On the opening day of play at the Finland Para Open in Lahti, the men’s singles wheelchair category events witnessed surprises; that policy continued on the second day of action, Saturday 10th September.
Japan’s Masanori Uno, Frenchman François Geuljans and Slovakia’s Boris Travincek all emerged unexpected winners.
Masanori Uno secured class 2 gold accounting for Frenchman Julien Michaud in the final (11-9, 11-5, 11-2), the semi-final winner against Spain’s Vincente Reyes, the top seed (11-9, 11-3, 11-4).
Silver for France, in class 3 it was gold and silver; François Geuljans overcame top seeded colleague, Sylvain Noel (8-11, 11-8, 9-11, 11-5, 11-6) to claim the top prize.
Likewise in class 4, France was very much in evidence; Emeric Martin recorded a penultimate round win against Slovakia’s top seeded, Peter Mihalik (11-8, 11-6, 11-5) but in the final experienced defeat when opposing Slovakia’s Boris Travincek (11-9, 11-9, 16-14).
Conversely, for Great Britain’s Rob Davies in class 1 and Chinese Taipei’s Cheng Ming-Chih in class 5, it was success as their top seed position advised; both returning to form.
In the group stage, Rob Davies had lost to Korea Republic’s Kim Hakjin (11-13, 11-4, 11-8, 11-9); in the final they met again, the British player resisting a brave recovery to turn the tables (11-6, 11-8, 10-12, 8-11, 12-10).
“It was a tough match to come through after going 2-0 up. It would have been easier to win 3-0 but I think I probably learnt more from winning 3-2 to be honest. I’m really chuffed with getting more wins this tournament and I’m feeling more like my old self mentally and physically. I just need to keep the energy up and I managed to do that in that last match.” Rob Davies
Meanwhile, for Cheng Ming-Chih, it was slightly different. In the final he beat Germany’s Bart Brands (11-7, 11-4, 11-9), the victor against Korea Republic’s Park Jaehyun one round earlier (11-4, 12-14, 11-8, 3-11, 11-6). The previous day Cheng Ming-Chih had lost to Park Jaehyun in straight games (11-8, 11-8, 11-9).
Upsets in the wheelchair men’s classes, the corresponding standing events proved more predictable but there was a mild surprise. In class 6, Michael Azulay of France, the no.2 seed, secured the top prize at the expense of Great Britain’s Paul Karabardak, the top seed (9-11, 6-11, 11-6, 11-7, 11-7).
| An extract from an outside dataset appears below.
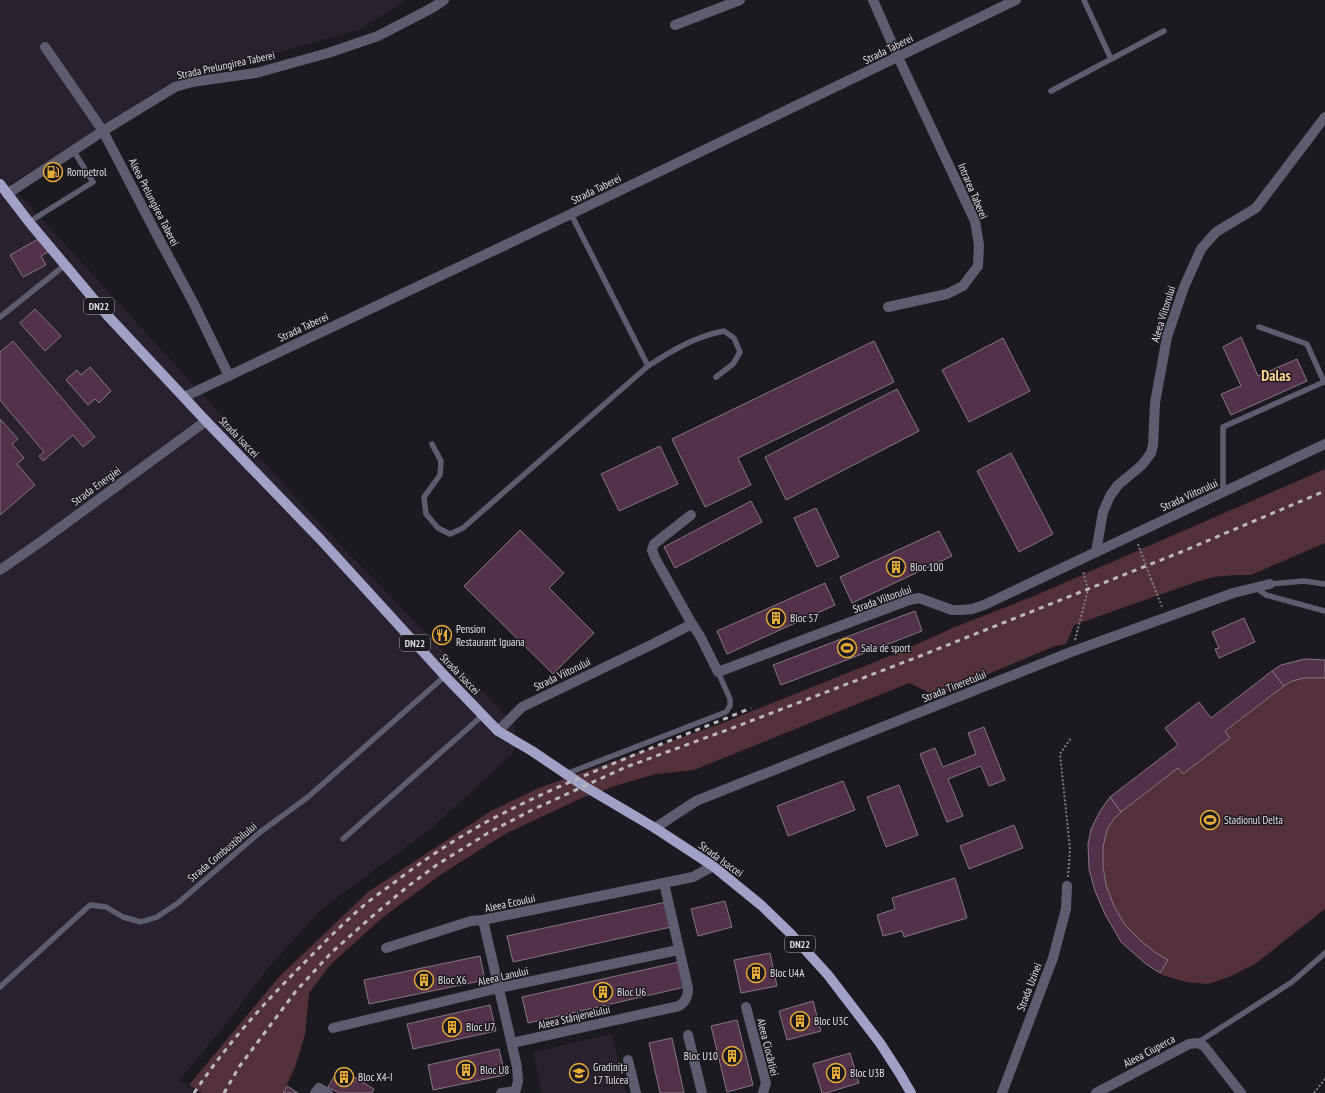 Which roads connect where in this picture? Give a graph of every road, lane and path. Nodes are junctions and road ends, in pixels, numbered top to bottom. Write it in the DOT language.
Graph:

Silver for Paul Karabardak, for colleague Will Bayley, it was one step higher in class 7, the top seeded place justified. Moreover, it means he returns to no.1 on the class 7 World rankngs
“It was difficult because I was expected to win here and I put a lot of pressure on myself. Every tournament is difficult now wherever you go so it is always good to win. I had it in my mind that I was trying to get back to World number one probably too much in the last few months as I haven’t been there since 2019. So I thought just go for it in the final and play the way you can. I played my best level in the final so it was really good.” Will Bayley
Likewise, Sweden’s Emil Andersson (class 8)and Chinese Taipei’s Sun Jin-Sian (class 10), emerged winners as their status advised, a situation that applied also Belgium’s Laurens Devos (class 9) and Florian Van Acker (class 11).
Unexpected outcomes in the men’s events; it was somewhat similar for the women.
In class 6-7, Norway’s Nora Korneliussen beat Sweden’s Cajsa Stadler, the top seed (11-5, 11-5, 11-6); in class 11, Poland’s Ewa Cychowska, who started play as the fourth rated player in an event involving five players competing in a group organised event, emerged the winner.
Otherwise in the women’s singles events, the most prominent names prevailed. Korea Republic’s Jung Younga secured class 1-5 gold, Norway’s Aida Dahlen clamed the class 8 title, Chinese Taipei’s Tian Shiau-Wen emerged the class 9-10 winner.
Attention now turns to the men’s doubles, women’s doubles and mixed doubles event; proceedings conclude on Sunday 11th September.